Sometimes the man in the bowler hat would overhear as he strolled away. The question always made him smile.

…about a cloud of smoke

Betty couldn’t see the speaker through the thick, gray haze. His voice sounded familiar in that gravelly, half-remembered night way that shed used to think of her time in the bottle. And it wasn’t the words he used but the tone, the lilting familiarity and ease with which he placed his order. It was a simple choice: chicken, beef, or vegetarian pasta. The choice was always simple at these hotel things, even simpler for Betty now that she was off the booze and had started gaining weight.

The side offers from the conventioneers had stopped coming after she’d hit 140lbs which was a good weight for her height but too reminiscent of the wives they’d left back home for most of the traveling men. The smoke rolled as the man exhaled, his menu and hands appearing almost divorced from his actual body.

…about a symbol

No one thought the little box would mean much. It was just a place to leave lost and found objects. The random glove, a hat, a paperback book that had been left on a bench in the quad. And it didn’t mean much until the girl with the blonde hair left the note.

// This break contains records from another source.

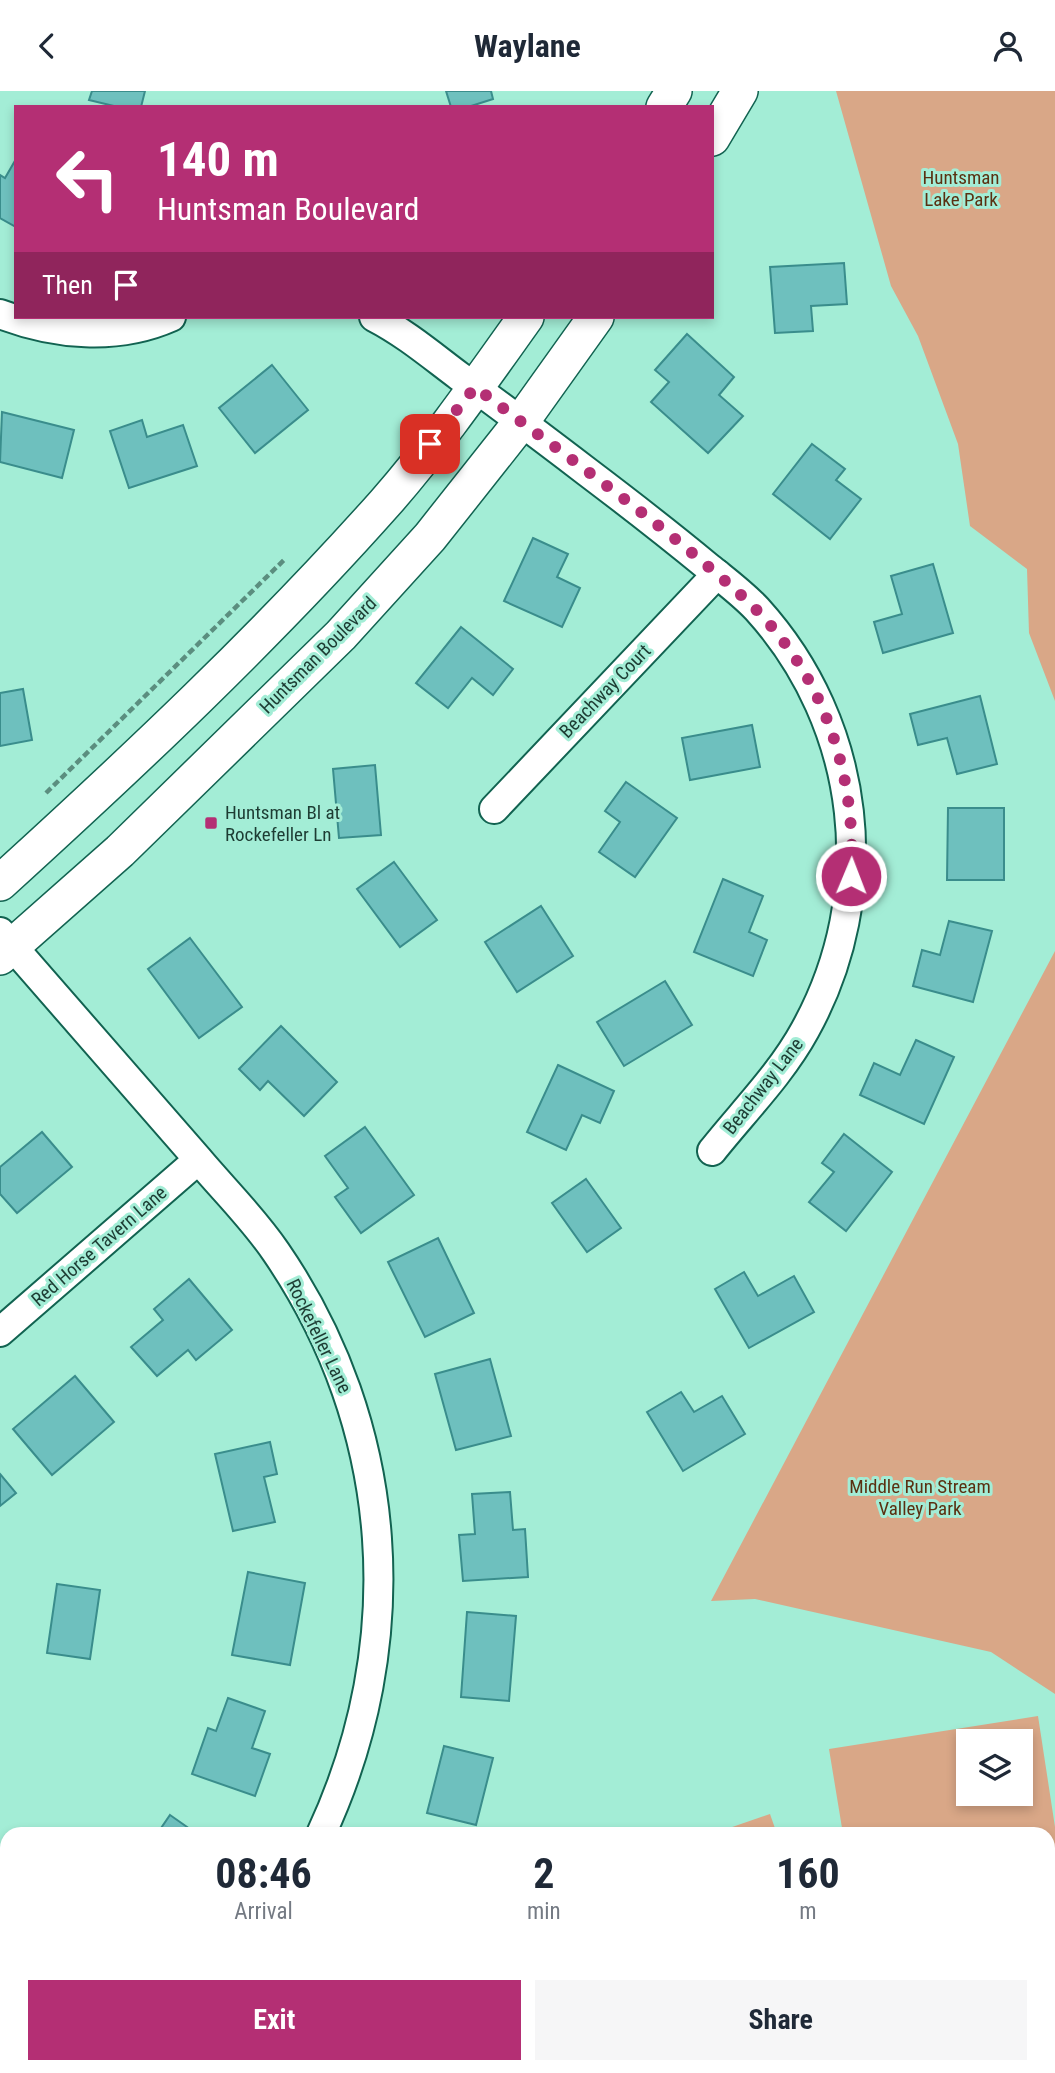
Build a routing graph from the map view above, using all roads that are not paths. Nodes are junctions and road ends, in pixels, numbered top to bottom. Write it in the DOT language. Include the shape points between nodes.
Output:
graph roads {
  1 [pos="740,91"];
  2 [pos="714,135"];
  3 [pos="15,319"];
  4 [pos="165,319"];
  5 [pos="377,319"];
  6 [pos="525,319"];
  7 [pos="595,319"];
  8 [pos="475,387"];
  9 [pos="521,422"];
  10 [pos="717,574"];
  11 [pos="494,809"];
  12 [pos="0,883"];
  13 [pos="4,945"];
  14 [pos="712,1151"];
  15 [pos="198,1160"];
  16 [pos="0,1332"];
  17 [pos="324,1827"];
  1 -- 2 [label="street"];
  3 -- 4 [label="street" via="85,333 143,327"];
  5 -- 8 [label="street, Beachway Lane"];
  6 -- 8 [label="street"];
  7 -- 9 [label="street, Huntsman Boulevard"];
  8 -- 9 [label="street, Beachway Lane"];
  8 -- 12 [label="street" via="386,501 299,596"];
  9 -- 10 [label="street, Beachway Lane"];
  9 -- 13 [label="street, Huntsman Boulevard" via="430,537 341,635 120,851"];
  10 -- 11 [label="street, Beachway Court"];
  10 -- 14 [label="street, Beachway Lane" via="755,606 787,645 817,696 845,777 852,857 843,937 819,1004 789,1055"];
  13 -- 15 [label="street, Rockefeller Lane"];
  15 -- 16 [label="street, Red Horse Tavern Lane"];
  15 -- 17 [label="street, Rockefeller Lane" via="248,1215 302,1293 340,1372 366,1456 379,1544 378,1632 364,1718"];
}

Red construction paper, neatly printed in “missing dog” style: Lost my will to live. Reward for some reason to go on.

From that first note the box took on new meaning. Sure, the blackberry people, their thumbs tapping furiously ignored the box. So did the iPod people as they bobbed along to rhythms only they could hear. But for many the box became their focus, the center solid in a world that had gone runny, a world where nothing was sure. In the end the box became the reason to live. That’s why the fire was so devastating.